1. O presente recurso insere-se no disposto no artº 449º nº 1 alínea d) do C.P.P., ou seja, no domínio dos novos factos ou meios de prova que, de per si, ou combinados com os que foram apreciados no processo, suscitem graves dúvidas sobre a justiça da condenação.

2. Tendo a noção, pois, que neste recurso de REVISÃO se importunam os Colendos Conselheiros com a análise da matéria de facto e num esforço de síntese para estabelecer o adequado objecto do debate, importa TRANSCREVER as palavras do PRÓPRIO Acórdão de primeira instância com o resultado das confrontações entre factos imputados e declarados provados e não provados.

“Relativamente ao arguido AA, tal como foi explicado, da prova produzida só é possível retroagir a Dezembro de 2019, a sua ligação à residência sita na Praceta ..., ..., ....

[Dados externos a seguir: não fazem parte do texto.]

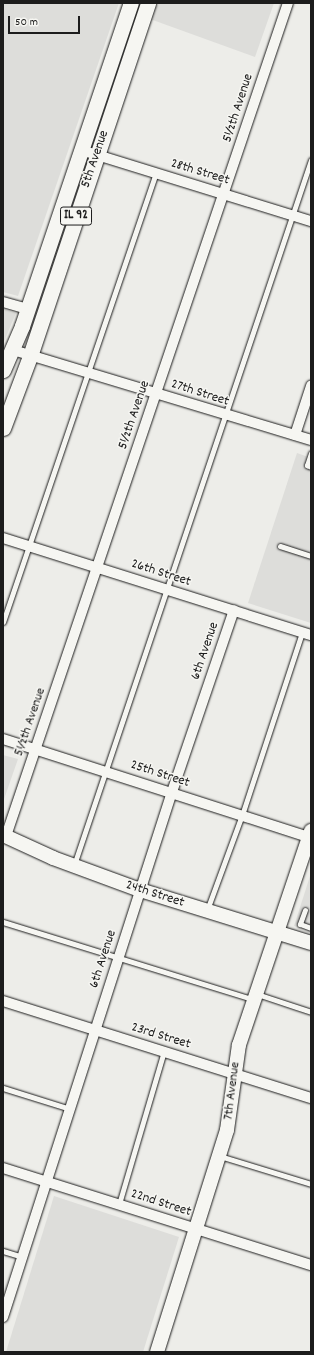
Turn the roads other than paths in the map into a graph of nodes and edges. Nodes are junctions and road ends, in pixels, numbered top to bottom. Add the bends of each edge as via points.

Não ficou demonstrado qualquer acto de venda/cedência pelo arguido

AA mas, apenas, a detenção de produto de corte e de produto estupefaciente (heroína e cocaína), no dia 1 de Março de 2020. Sendo esta a prova produzida, encontra-se demonstrado, apenas, que na data da detenção do arguido AA, este detinha produto de corte e produto estupefaciente – nas quantidades já indicadas – destinadas à venda a terceiros.”

3. Parece pois que o ora recorrente foi condenado pela detenção do produto de corte e estupefaciente encontrado no dia 1 de Março de 2020 durante a busca realizada na Praceta ... em ... – imóvel de que é proprietário BB.

4. Nessa residência foram encontrados num balde de plástico 153,37 gramas de heroína e 9,782 gramas de cocaína, bem como uma arma fogo.

5. Nas investigações pelo O.P.C. resultam ainda as transcrições das intercepções telefónicas nas quais o ora recorrente, em conversa com o proprietário do imóvel, de nome BB, se reflete apenas alguma suspeita de que seria o arrendatário desse quarto na aludida residência.

6. Todavia, nessas mesmas conversas telefónicas e devidamente transcritas nos autos ressalta a existência de UMA TERCEIRA PESSOA – expressamente identificado como CC – da qual não se conhece, por esta conversa apenas, sua reação com a questão do arrendamento.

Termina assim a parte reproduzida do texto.